Sorority and fraternity chapters face the unique challenge of adhering to policy outlined by both individual institutions and national greek letter organizations. From the viewpoint of an institution, each chapter has its own national policy in regards to alcohol, sexual assault, and hazing, yet from the perspective of a national organization, their members reside at hundreds of unique institutions that have their own approaches to written policy, enforcement, and adjudication.

In the prevention field, we aim to understand the complex connections between an individual, their relationships, community, and greater society, but for fraternity and sorority members in particular, there is a lot to unpack: individual members, with their own knowledge, skills, and beliefs, join chapters with unique norms influenced by its membership, the campus it resides on, and the broader national organization.

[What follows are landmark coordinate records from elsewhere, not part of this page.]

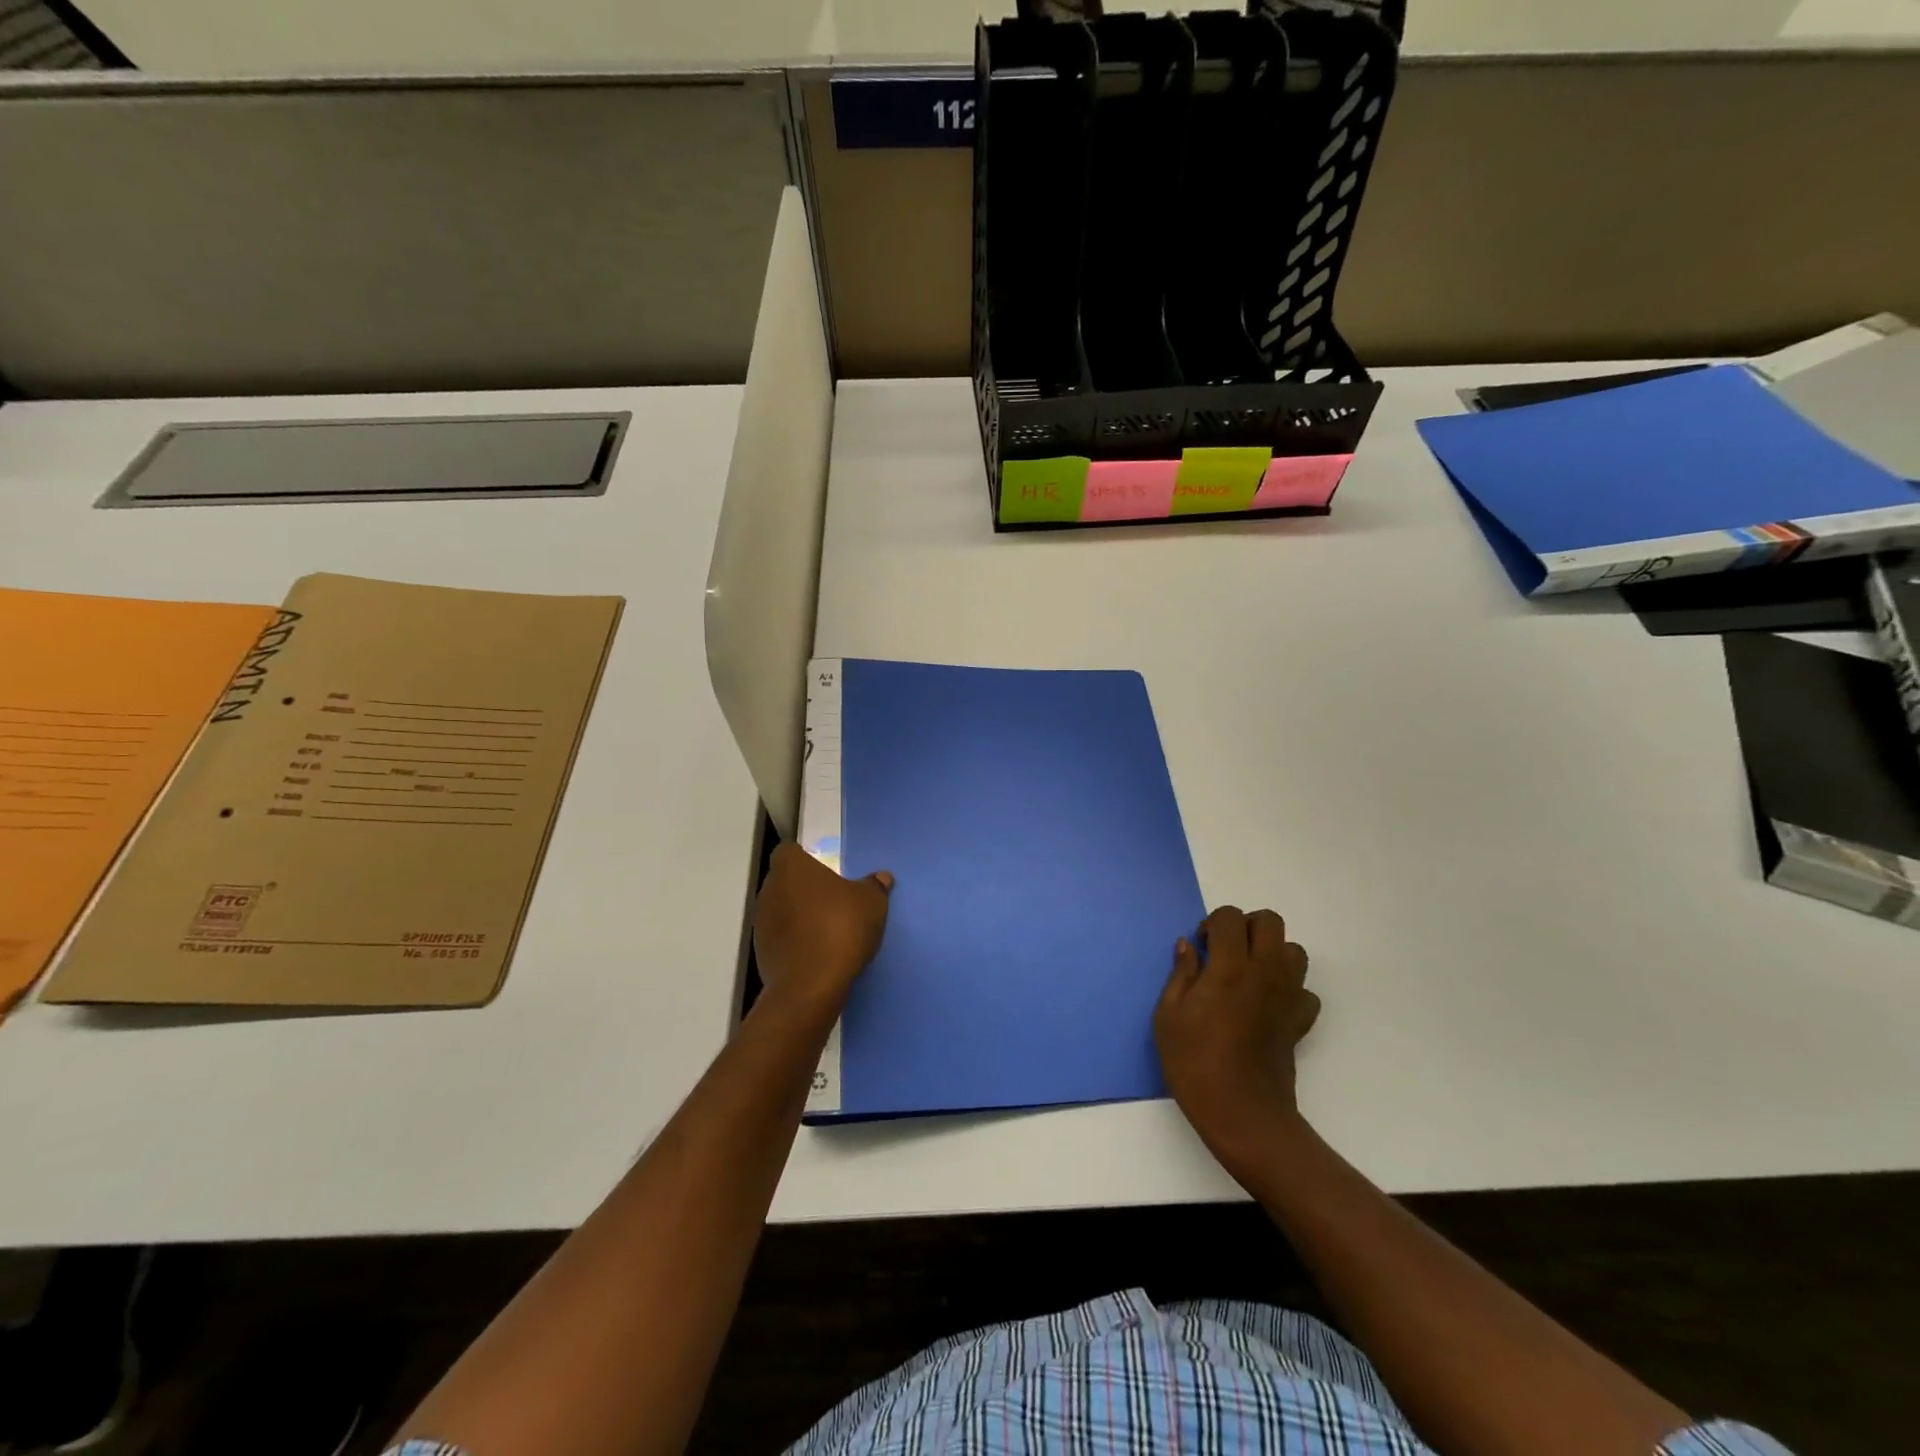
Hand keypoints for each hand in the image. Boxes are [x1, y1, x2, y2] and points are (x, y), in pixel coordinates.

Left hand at [752, 843, 892, 1016]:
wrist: (811, 985)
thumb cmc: (840, 928)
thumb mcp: (871, 903)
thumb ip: (874, 886)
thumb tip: (881, 877)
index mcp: (791, 867)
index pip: (789, 851)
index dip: (806, 858)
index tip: (826, 871)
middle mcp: (769, 889)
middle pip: (785, 880)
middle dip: (805, 888)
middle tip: (832, 900)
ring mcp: (761, 922)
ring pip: (781, 909)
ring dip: (799, 915)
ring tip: (826, 928)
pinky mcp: (761, 951)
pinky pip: (781, 936)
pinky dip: (795, 940)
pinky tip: (817, 951)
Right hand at [1154, 906, 1320, 1183]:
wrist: (1242, 1113)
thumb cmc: (1195, 1062)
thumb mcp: (1168, 1016)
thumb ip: (1180, 974)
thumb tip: (1187, 946)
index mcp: (1229, 966)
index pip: (1230, 917)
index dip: (1212, 923)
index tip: (1201, 945)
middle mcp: (1264, 972)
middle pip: (1270, 922)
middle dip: (1246, 926)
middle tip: (1225, 950)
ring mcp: (1287, 996)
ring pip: (1294, 951)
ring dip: (1272, 953)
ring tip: (1248, 974)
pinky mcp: (1300, 1021)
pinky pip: (1304, 991)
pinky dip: (1289, 989)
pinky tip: (1267, 1005)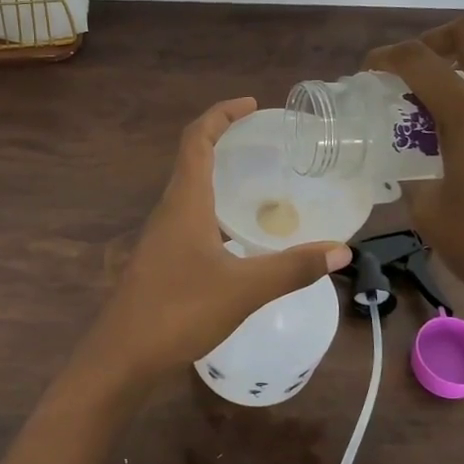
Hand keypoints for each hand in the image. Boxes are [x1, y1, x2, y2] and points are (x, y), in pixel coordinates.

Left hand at [76, 98, 350, 387]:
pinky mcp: (162, 260)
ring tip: (261, 184)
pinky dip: (217, 211)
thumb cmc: (178, 312)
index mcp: (184, 202)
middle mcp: (169, 210)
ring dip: (221, 177)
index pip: (197, 140)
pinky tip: (241, 236)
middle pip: (193, 159)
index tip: (252, 105)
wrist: (122, 357)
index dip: (221, 115)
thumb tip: (341, 250)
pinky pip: (191, 218)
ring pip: (191, 191)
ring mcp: (162, 237)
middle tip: (266, 142)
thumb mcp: (243, 289)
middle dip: (226, 141)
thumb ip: (292, 268)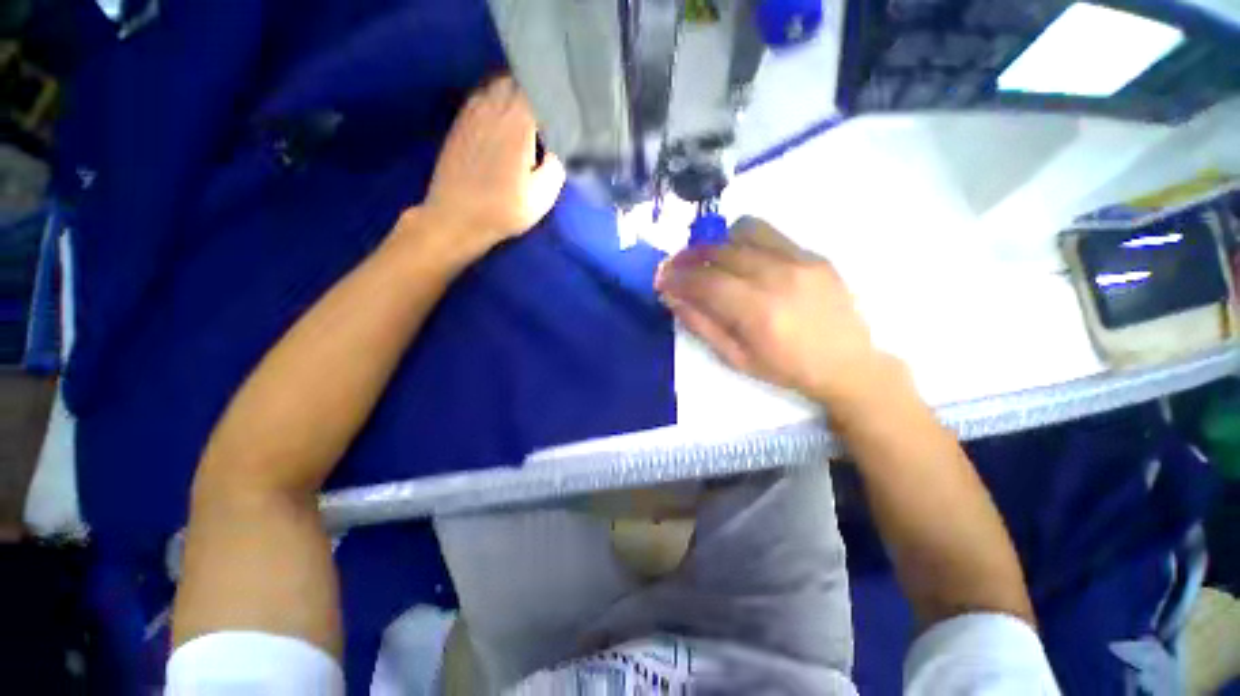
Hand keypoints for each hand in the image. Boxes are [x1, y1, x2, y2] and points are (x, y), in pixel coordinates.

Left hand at [420, 76, 565, 258]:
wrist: (456, 218)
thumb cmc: (503, 210)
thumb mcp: (542, 197)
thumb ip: (557, 166)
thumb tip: (559, 148)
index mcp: (516, 123)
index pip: (539, 89)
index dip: (554, 97)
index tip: (564, 113)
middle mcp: (493, 107)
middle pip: (517, 81)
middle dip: (535, 92)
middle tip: (548, 113)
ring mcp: (472, 112)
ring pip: (497, 85)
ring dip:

Research shows that consistent, synergistic, and ongoing messaging increases the effectiveness of prevention. How can we better integrate this prevention work to build upon mutual efforts, avoid duplication, and increase communication between these entities?

Four recommendations can help bridge the disconnect between campus and headquarters professionals:

  1. Share data: The evidence base continues to expand around what efforts have been effective in campus-based prevention, but it is important that our initiatives solve problems relevant to fraternities and sororities. Many campuses and national organizations collect data about the attitudes and behaviors of their students, and through sharing key findings, we can ensure that initiatives are meeting the needs of our community.
  2. Send regular updates: Both Headquarters and the Office of Fraternity and Sorority Life employ extremely busy individuals working to solve important problems for their community. It is often unrealistic to schedule regular calls or meetings to keep both offices updated with local happenings. Therefore, sending newsletters and updates to appropriate colleagues can go a long way in sharing what prevention initiatives are taking place and the data driving said efforts. These messages share both positivity and intentionality, while opening doors for future communication.
  3. Build a policy and programming repository: Students, especially members of fraternities and sororities, take part in many programming efforts related to alcohol, sexual assault, and hazing prevention. In times of limited resources, it is important to ensure we aren’t duplicating our efforts. It is worth the time and effort to build a repository of policies affecting fraternities and sororities and the programs members engage with.
  4. Empower students: Though research demonstrates increased rates of high-risk behavior within the sorority and fraternity community, data also shows that the majority of members maintain positive and healthy attitudes towards alcohol, sexual assault, and hazing. These findings can be leveraged to promote a culture more in line with the values fraternities and sororities were founded upon. Members are often social opinion leaders on campus, therefore they can play an active role in creating a framework to develop resonant messages and be responsible for communicating their goals to both their campus and National Organization.

Ultimately, transparency and collaboration are key. Through sharing insights, particularly local data, findings can inform prevention efforts and open the doors for future communication. Through building an integrated plan, we can begin to bridge the gap between national requirements, campus-led efforts, and local chapter leadership.